Marchbanks recognized Great Lakes Construction Co. and the ODOT District 1 team, including project engineer Bashar Kanouh of Defiance, for their efforts.
“Everyone who worked on this project deserves praise for staying on schedule,” Marchbanks said. “This is a structure to be proud of and a landmark for this community for decades to come. It is a beautiful bridge.”
Representatives of the governor’s and lieutenant governor’s offices (Christa Luttmann and Lou Cook, respectively) also were on hand, with Luttman reading a proclamation recognizing the bridge’s opening.
Mack, a U.S. Army combat veteran injured in Afghanistan, spoke on behalf of Purple Heart recipients in Defiance County, saying “let me say that this is an absolute honor. And thank you to the state of Ohio in concert with the city of Defiance for bestowing a Purple Heart Bridge on this main artery that connects the north and south sides of our community.

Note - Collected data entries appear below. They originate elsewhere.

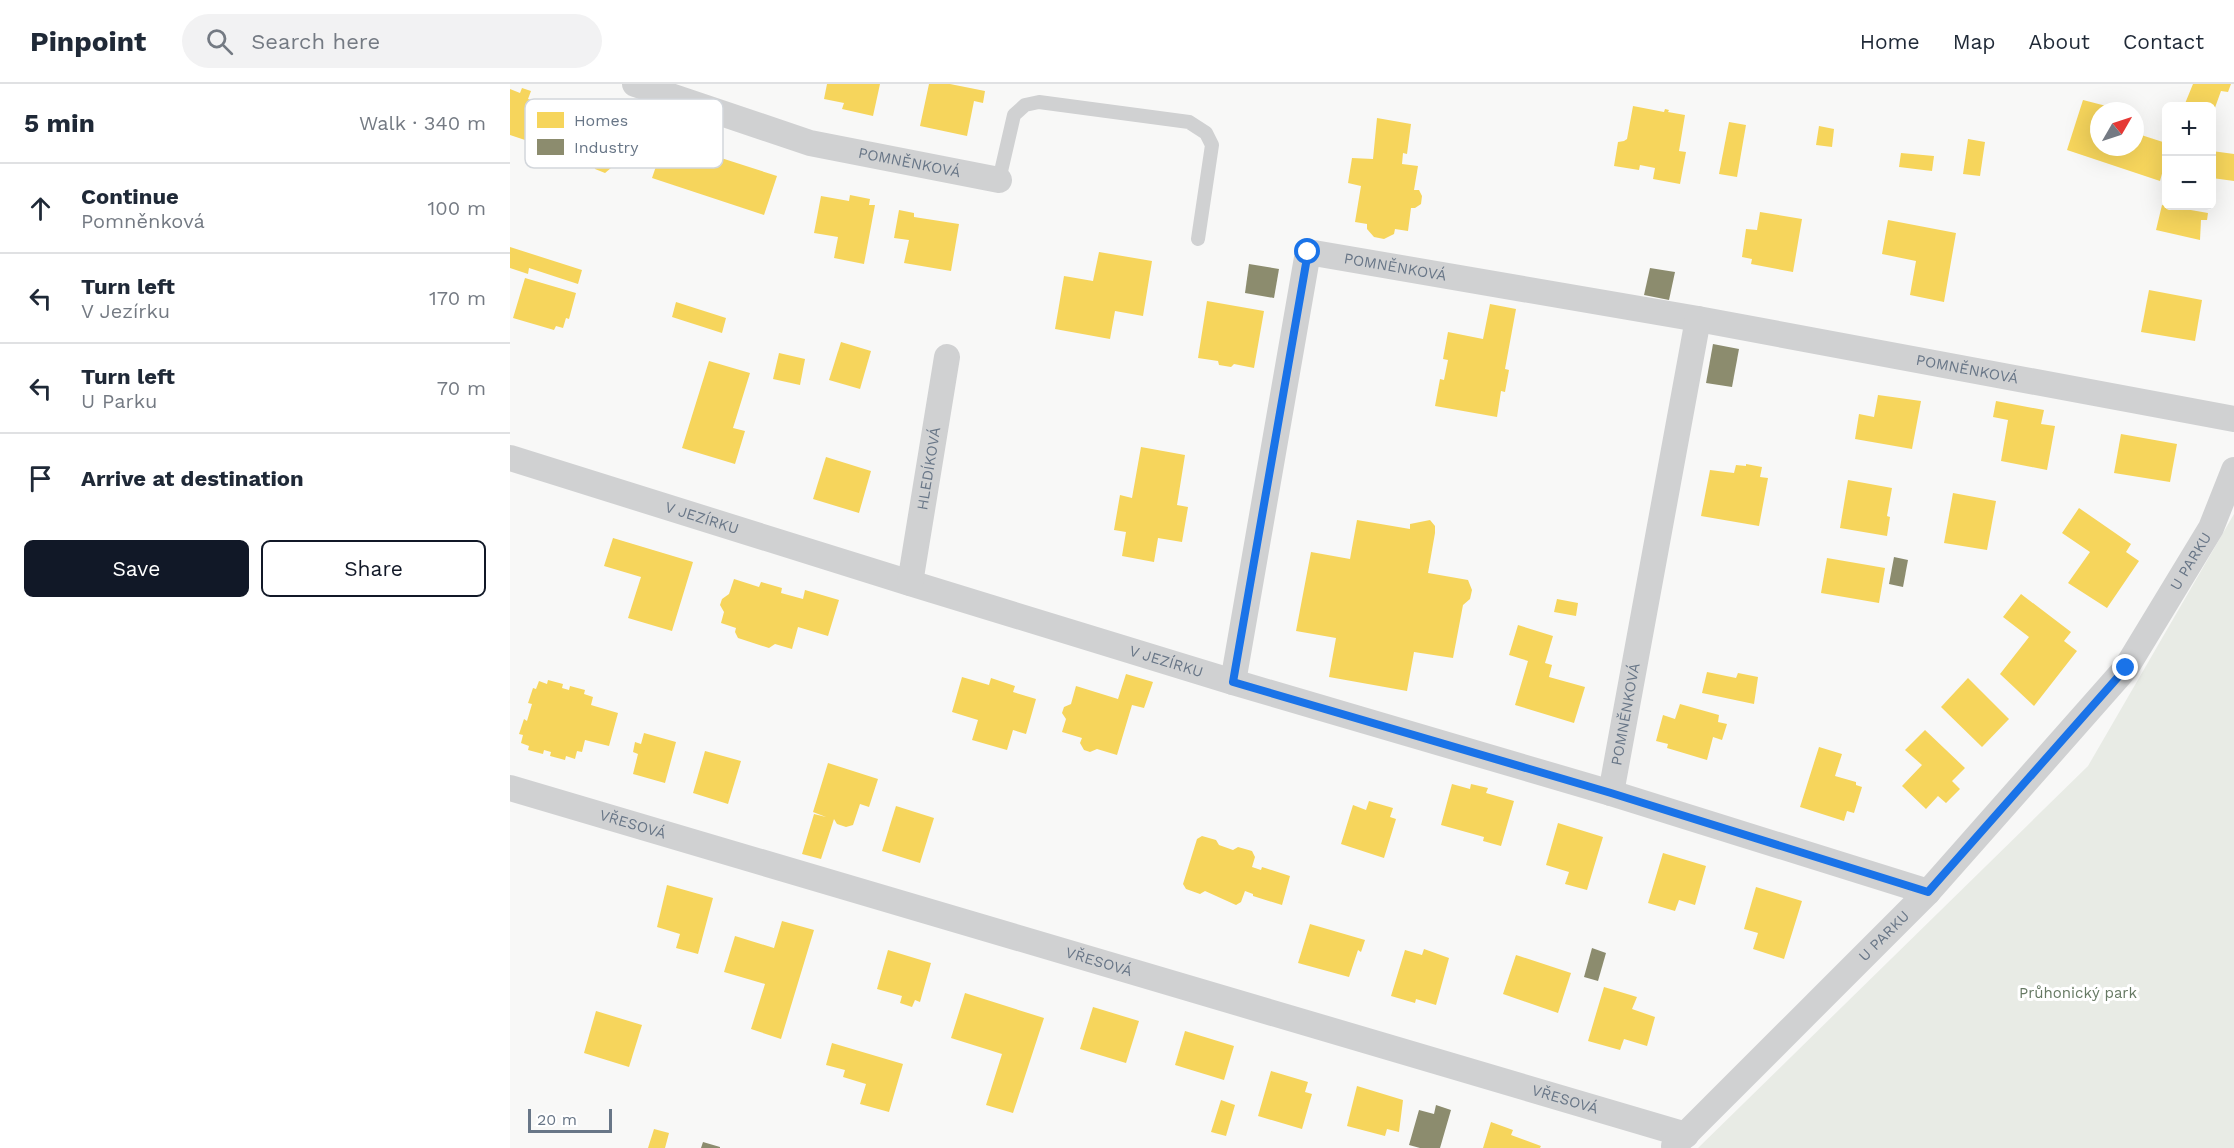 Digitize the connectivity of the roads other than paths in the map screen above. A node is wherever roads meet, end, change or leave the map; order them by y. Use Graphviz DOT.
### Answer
graph roads {
  1 [pos="635,84"];
  2 [pos="679,99"];
  3 [pos="723,114"];
  4 [pos="999,180"];
  5 [pos="1198,239"];
  6 [pos="1698,319"];
  7 [pos="947,357"];
  8 [pos="2234,419"];
  9 [pos="510,458"];
  10 [pos="2234,470"];
  11 [pos="910,583"];
  12 [pos="1233,682"];
  13 [pos="510,788"];
  14 [pos="1611,793"];
  15 [pos="1928,892"];
  16 [pos="1679,1142"];
  1 -- 2 [label="street, POMNĚNKOVÁ"];
  3 -- 4 [label="street, POMNĚNKOVÁ"];
  4 -- 5 [label="lane, POMNĚNKOVÁ"];
  6 -- 8 [label="street, POMNĚNKOVÁ"];
  6 -- 12 [label="street, POMNĚNKOVÁ"];
  6 -- 14 [label="street, POMNĚNKOVÁ"];
  7 -- 11 [label="street, HLEDÍKOVÁ"];
  9 -- 11 [label="street, V JEZÍRKU"];
  10 -- 15 [label="street, U PARKU"];
  11 -- 12 [label="street, V JEZÍRKU"];
  12 -- 14 [label="street, V JEZÍRKU"];
  13 -- 16 [label="street, VŘESOVÁ"];
  14 -- 15 [label="street, V JEZÍRKU"];
  15 -- 16 [label="street, U PARKU"];
}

“The Purple Heart is not an achievement that anyone ever wants,” he added. “It is awarded when an individual is wounded in combat with the enemies of our country or pays the ultimate price and dies in service to our nation.”
According to Mack, some 1.8 million Purple Hearts have been awarded since it was established by Gen. George Washington during the Revolutionary War.
“Our community has always joined the fight when our country has seen fit to go to war,” said Mack. “You can see the price Defiance County residents are willing to pay in any given conflict just by looking through the numerous war memorials scattered around our communities. We support our great nation and will continue to do so by showing future generations that veterans will always be honored in their hometown.
“Whether it’s the Veterans Memorial Highway, also known as (U.S.) 24, just north of here, the Meuse-Argonne Road in Hicksville or the Purple Heart Bridge now here in downtown Defiance, our country never lacks for honors,” added Mack. “These names are not just to boost the egos of our local vets though, but to inspire conversation, to spark the imagination or thoughts of a young person, and cause them to ask, ‘What is that name? What does that mean?’ It is through these names that we will continue to teach and encourage our future generations in the true meaning of sacrifice, honor, commitment and love of country.”
Latta too offered some comments, noting how local officials worked together and observing that “we owe such a debt to our veterans. And we need to do everything possibly we can.”
He presented a proclamation as well.
Meanwhile McColley and Riedel made pronouncements on behalf of the Ohio Statehouse. They were instrumental in passage of Ohio General Assembly legislation naming the structure the Purple Heart Bridge.